L’inadeguatezza più grande che sentiamo è coniugare la molecolare tenacia e la lentezza di questi percorsi di esodo che modificano scavando sentieri il paesaggio delle nostre esistenze e degli spazi e dei tempi che esse abitano (i nostri spazi sociali e percorsi politici) con la molare e schiacciante voracità e velocità dei processi di crisi che su questi stessi paesaggi si abbattono come acide piogge torrenziali capaci di scavare vallate in una notte e cancellare rifugi nel tempo di un’aurora (crisi, disoccupazione, debito, repressione etc.).
Inadeguatezza non appagata quando per qualche attimo o qualche tempo ci sembra di vedere moltiplicarsi quegli stessi sentieri di esodo attorno a noi percorsi da altri che s’incrociano coi nostri, e aprire di tanto in tanto ciò che sembra una strada (l’Onda, 14 dicembre 2010, la stagione dei referendum, etc.).
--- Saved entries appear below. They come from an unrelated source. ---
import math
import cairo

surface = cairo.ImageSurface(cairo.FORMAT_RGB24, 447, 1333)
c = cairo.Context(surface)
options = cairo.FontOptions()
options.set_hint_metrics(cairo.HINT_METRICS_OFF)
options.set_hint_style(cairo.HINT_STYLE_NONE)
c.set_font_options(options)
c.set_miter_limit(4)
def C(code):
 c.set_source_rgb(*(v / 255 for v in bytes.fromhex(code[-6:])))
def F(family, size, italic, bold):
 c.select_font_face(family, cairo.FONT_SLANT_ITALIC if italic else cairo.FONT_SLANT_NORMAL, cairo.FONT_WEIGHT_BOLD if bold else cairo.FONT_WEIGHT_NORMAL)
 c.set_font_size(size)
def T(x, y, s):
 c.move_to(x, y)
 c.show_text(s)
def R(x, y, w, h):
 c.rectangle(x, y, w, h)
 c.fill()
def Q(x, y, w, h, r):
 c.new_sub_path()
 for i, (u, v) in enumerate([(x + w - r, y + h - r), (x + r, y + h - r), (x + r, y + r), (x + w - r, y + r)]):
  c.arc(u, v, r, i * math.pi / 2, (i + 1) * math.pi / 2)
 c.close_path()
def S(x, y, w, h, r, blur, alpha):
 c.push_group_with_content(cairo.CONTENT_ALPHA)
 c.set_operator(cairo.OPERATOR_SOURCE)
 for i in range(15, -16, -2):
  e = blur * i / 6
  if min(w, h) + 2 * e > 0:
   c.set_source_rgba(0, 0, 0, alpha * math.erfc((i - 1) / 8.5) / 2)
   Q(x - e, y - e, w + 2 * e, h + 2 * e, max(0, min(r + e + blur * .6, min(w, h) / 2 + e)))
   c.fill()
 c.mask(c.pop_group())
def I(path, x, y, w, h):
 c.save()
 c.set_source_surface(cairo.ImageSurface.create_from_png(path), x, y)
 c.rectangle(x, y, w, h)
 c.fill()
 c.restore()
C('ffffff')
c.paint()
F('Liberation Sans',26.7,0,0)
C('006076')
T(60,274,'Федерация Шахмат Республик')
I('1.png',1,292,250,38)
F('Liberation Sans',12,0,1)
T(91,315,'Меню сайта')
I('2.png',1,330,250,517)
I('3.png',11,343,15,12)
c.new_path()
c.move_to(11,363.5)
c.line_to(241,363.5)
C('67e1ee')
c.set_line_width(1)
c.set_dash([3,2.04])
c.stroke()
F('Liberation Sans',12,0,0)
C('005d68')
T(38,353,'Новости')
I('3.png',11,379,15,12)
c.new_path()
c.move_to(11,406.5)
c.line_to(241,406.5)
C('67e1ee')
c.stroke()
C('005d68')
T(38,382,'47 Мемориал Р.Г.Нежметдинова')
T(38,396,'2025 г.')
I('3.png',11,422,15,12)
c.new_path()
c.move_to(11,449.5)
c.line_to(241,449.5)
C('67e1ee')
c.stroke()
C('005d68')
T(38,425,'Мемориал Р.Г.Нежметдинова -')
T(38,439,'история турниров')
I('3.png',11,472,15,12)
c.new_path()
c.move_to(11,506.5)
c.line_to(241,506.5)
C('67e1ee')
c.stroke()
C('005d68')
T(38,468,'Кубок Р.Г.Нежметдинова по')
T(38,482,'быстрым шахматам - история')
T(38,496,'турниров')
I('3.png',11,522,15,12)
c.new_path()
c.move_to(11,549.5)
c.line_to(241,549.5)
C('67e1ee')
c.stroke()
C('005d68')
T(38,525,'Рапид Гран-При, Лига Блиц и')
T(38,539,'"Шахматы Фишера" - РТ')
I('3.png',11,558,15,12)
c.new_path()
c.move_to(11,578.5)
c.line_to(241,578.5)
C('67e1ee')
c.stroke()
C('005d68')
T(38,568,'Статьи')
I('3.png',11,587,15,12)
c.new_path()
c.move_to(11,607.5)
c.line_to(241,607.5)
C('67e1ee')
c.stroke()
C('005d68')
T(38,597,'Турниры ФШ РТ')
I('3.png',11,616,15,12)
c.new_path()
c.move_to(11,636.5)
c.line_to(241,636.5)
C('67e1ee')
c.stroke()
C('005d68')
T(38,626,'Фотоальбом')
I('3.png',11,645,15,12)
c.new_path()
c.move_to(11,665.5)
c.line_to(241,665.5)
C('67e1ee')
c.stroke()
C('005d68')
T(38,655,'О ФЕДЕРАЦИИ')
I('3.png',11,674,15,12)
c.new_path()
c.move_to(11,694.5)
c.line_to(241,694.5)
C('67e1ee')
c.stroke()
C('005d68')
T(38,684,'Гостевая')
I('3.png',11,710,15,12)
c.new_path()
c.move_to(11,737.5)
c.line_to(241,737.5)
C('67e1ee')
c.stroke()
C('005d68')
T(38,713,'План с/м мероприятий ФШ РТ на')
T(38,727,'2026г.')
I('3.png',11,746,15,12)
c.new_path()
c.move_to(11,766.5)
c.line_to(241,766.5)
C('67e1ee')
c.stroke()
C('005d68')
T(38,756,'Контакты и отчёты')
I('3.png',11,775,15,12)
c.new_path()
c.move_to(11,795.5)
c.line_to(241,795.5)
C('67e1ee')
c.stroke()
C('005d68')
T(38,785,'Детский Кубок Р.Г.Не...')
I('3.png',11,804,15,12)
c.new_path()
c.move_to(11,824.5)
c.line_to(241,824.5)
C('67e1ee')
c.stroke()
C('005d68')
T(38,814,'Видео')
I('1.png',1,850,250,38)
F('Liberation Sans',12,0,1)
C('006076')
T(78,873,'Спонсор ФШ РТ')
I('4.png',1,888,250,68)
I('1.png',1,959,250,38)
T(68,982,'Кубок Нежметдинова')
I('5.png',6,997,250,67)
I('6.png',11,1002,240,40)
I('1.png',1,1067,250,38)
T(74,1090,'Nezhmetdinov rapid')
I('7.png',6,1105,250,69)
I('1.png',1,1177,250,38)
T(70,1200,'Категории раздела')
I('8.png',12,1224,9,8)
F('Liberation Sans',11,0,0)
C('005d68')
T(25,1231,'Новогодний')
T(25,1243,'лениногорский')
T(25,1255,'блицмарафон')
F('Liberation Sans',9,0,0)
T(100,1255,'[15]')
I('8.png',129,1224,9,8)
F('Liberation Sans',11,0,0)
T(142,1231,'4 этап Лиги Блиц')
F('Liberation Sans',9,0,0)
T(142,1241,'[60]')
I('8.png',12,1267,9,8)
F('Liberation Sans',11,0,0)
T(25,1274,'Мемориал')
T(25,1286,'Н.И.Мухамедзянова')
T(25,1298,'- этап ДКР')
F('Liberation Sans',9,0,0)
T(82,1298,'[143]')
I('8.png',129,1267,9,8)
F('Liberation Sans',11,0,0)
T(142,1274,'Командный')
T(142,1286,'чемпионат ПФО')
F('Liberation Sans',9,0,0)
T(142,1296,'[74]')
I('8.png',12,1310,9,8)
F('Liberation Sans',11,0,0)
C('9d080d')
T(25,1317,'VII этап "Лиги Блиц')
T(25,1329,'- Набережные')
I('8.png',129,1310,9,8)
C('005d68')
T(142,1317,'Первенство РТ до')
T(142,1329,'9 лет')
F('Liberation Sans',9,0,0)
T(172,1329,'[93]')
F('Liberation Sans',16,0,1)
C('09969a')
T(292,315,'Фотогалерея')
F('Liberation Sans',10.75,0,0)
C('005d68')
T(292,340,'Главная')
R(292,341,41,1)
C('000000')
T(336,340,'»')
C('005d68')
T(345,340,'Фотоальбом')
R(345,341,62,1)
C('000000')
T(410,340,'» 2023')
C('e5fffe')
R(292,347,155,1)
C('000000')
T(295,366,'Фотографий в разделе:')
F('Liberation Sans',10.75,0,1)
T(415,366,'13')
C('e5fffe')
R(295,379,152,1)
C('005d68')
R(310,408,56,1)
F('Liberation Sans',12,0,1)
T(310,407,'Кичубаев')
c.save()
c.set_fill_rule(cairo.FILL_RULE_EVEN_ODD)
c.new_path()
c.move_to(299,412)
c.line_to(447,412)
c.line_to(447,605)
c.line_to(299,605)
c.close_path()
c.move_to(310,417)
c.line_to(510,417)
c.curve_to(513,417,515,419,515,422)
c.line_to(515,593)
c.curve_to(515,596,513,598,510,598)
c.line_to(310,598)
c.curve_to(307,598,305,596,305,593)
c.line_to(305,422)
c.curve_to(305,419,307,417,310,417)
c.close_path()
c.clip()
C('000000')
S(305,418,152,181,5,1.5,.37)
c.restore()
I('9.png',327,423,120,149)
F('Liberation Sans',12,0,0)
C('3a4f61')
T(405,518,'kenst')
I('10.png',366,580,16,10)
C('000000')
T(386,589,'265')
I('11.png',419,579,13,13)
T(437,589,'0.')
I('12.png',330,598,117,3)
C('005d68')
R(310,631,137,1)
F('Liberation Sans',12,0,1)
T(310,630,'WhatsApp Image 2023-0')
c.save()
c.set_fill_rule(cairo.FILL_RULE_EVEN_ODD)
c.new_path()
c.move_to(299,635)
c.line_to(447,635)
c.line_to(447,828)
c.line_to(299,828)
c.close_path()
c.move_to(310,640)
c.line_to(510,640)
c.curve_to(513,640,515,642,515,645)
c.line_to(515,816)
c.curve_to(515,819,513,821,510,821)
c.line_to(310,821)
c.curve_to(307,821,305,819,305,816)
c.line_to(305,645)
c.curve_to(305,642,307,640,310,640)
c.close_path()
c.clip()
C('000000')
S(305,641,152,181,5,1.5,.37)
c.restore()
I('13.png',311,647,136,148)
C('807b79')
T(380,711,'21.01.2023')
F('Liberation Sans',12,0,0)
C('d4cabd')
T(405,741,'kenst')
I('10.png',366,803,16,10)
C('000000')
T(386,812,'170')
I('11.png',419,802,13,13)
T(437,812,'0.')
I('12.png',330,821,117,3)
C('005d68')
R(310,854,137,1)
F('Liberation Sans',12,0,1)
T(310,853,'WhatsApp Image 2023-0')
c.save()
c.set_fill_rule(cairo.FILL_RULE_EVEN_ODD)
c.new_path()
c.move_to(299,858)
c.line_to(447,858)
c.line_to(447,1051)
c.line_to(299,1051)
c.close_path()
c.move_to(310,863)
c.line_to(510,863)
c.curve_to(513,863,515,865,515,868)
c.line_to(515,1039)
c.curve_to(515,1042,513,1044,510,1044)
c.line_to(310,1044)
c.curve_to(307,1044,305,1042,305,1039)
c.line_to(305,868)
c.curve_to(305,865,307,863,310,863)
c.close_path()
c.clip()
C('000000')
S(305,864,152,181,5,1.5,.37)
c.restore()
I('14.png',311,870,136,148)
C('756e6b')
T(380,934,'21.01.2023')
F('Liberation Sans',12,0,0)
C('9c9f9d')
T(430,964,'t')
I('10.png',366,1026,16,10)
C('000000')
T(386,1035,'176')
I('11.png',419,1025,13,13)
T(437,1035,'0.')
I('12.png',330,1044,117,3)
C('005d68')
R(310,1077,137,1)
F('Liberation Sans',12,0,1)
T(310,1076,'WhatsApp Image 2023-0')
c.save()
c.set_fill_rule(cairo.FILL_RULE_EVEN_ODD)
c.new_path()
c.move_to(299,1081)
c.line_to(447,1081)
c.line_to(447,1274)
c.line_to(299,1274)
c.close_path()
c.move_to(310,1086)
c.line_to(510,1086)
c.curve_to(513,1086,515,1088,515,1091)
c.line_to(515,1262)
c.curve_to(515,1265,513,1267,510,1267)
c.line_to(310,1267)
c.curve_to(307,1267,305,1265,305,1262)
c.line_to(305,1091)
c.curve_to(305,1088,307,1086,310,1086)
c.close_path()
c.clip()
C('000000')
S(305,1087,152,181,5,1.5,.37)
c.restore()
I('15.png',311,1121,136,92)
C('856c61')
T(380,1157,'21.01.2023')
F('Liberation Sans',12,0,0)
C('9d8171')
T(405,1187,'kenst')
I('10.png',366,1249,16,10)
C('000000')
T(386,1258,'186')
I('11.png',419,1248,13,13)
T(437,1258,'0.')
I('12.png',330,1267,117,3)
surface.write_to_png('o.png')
4. Dentro quest’inadeguatezza, nell’impossibilità di colmare questa sproporzionata disparità tra esodo e trasformazione sociale, costruiamo la nostra comunità e le nostre reti sociali fondate sull’elemento del conflitto.
Le contraddizioni che il capitalismo si porta con sé e che la crisi amplifica diventano lo spazio su cui innestare forme di resistenza e di contrattacco: dalla precarietà esistenziale che ci ha resi naturalmente insofferenti verso il lavoro salariato, all’abbandono degli spazi pubblici che definisce, accanto ad uno scenario di spartizione del bottino del territorio tra gli sciacalli della finanza e della rendita, uno scenario di riconquista del comune.
In un contesto storico come quello attuale, dove il neoliberismo più sfrenato non trova più alcun ostacolo, dove a dettar legge non è più la politica ma il mercato, dove a governare sono ormai le banche o i loro prestanome è chiaro che lo spazio stesso , quello pubblico, diviene un impedimento, ogni luogo che si interpone all’interno del processo di produzione capitalistica, o di comunicazione è uno ‘spreco’ e va eliminato.
L’atto della riappropriazione, nel capitalismo in crisi della rendita e del debito, rappresenta il ritorno dell’elemento del valore d’uso nel conflitto capitale-lavoro, salario-profitto nel fordismo, rendita/finanziarizzazione-riappropriazione/comune nel postfordismo. Il superamento della rivendicazione di reddito con la riconquista diretta di reddito non monetario.
Ma soprattutto la messa in comune dello spazio e delle strutture come mezzi di produzione. Più che socializzare, mettere in comune i mezzi di produzione. Ricostruire un nesso tra l’individuo e l’attività aggirando la mediazione del salario e costruendo le premesse per uno spazio di sottrazione dal debito come meccanismo di ricatto.